AI content is starting to gather steam again, and amongst the discussions on what is ethical, what is art, and what is legal, big corporations are making moves. For example, Meta, the social media platform, and Shutterstock, the stock photo catalogue, are teaming up to offer Meta users an AI tool that uses Shutterstock’s supply of images to inform the algorithm and create content on demand.
As reported by AdWeek: “Shutterstock says the expanded partnership will allow the two companies to bring new creative offerings to market, build on Shutterstock’s ecosystem to compensate and connect contributors to creators, and enable Meta to use Shutterstock’s expansive content library to develop, evaluate and train its machine learning capabilities.”
Meanwhile, on the other hand, Getty Images, a large competitor of Shutterstock, has launched a lawsuit against the creators of AI art tool Stable Diffusion, for using its catalogue of stock images without permission. Their case is pretty stellar given that a lot of the AI images produced feature the Getty Images tag on it.

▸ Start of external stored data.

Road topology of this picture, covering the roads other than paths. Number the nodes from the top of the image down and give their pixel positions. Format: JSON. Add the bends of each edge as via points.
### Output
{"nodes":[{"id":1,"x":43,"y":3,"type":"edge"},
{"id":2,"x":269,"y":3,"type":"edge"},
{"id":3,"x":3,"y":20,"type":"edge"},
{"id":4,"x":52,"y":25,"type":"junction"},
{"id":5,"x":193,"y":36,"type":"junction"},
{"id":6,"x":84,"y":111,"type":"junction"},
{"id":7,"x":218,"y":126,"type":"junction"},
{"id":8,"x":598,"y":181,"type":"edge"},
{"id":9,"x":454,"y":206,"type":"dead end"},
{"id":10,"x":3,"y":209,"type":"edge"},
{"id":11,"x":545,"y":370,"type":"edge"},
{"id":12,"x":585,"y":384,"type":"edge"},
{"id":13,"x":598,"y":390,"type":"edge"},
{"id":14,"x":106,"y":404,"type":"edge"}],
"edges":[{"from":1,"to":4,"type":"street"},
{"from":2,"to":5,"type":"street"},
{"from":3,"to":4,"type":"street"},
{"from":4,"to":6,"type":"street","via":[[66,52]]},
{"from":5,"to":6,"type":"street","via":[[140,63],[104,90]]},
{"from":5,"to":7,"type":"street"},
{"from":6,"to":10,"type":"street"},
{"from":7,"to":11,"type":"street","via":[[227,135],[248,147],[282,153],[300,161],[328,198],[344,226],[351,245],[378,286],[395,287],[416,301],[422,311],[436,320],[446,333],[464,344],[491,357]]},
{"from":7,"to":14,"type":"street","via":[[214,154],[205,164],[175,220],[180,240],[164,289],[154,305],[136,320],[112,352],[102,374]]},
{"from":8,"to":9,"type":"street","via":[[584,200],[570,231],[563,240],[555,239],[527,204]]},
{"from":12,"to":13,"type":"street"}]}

As explained by Shutterstock CEO Paul Hennessy: “There are many open questions on the copyright, licensing, rights, and ownership of synthetic content and AI-generated art. We need to do all that we can to not only protect the intellectual property rights of our contributors alongside the advent of this technology, but also ensure that they’re empowered to take advantage of this new creative medium. Simultaneously, we want to provide a platform for our customers to safely use the content they purchase.”
What do you think this means for the marketing world? Us marketers rely on a lot of images, after all.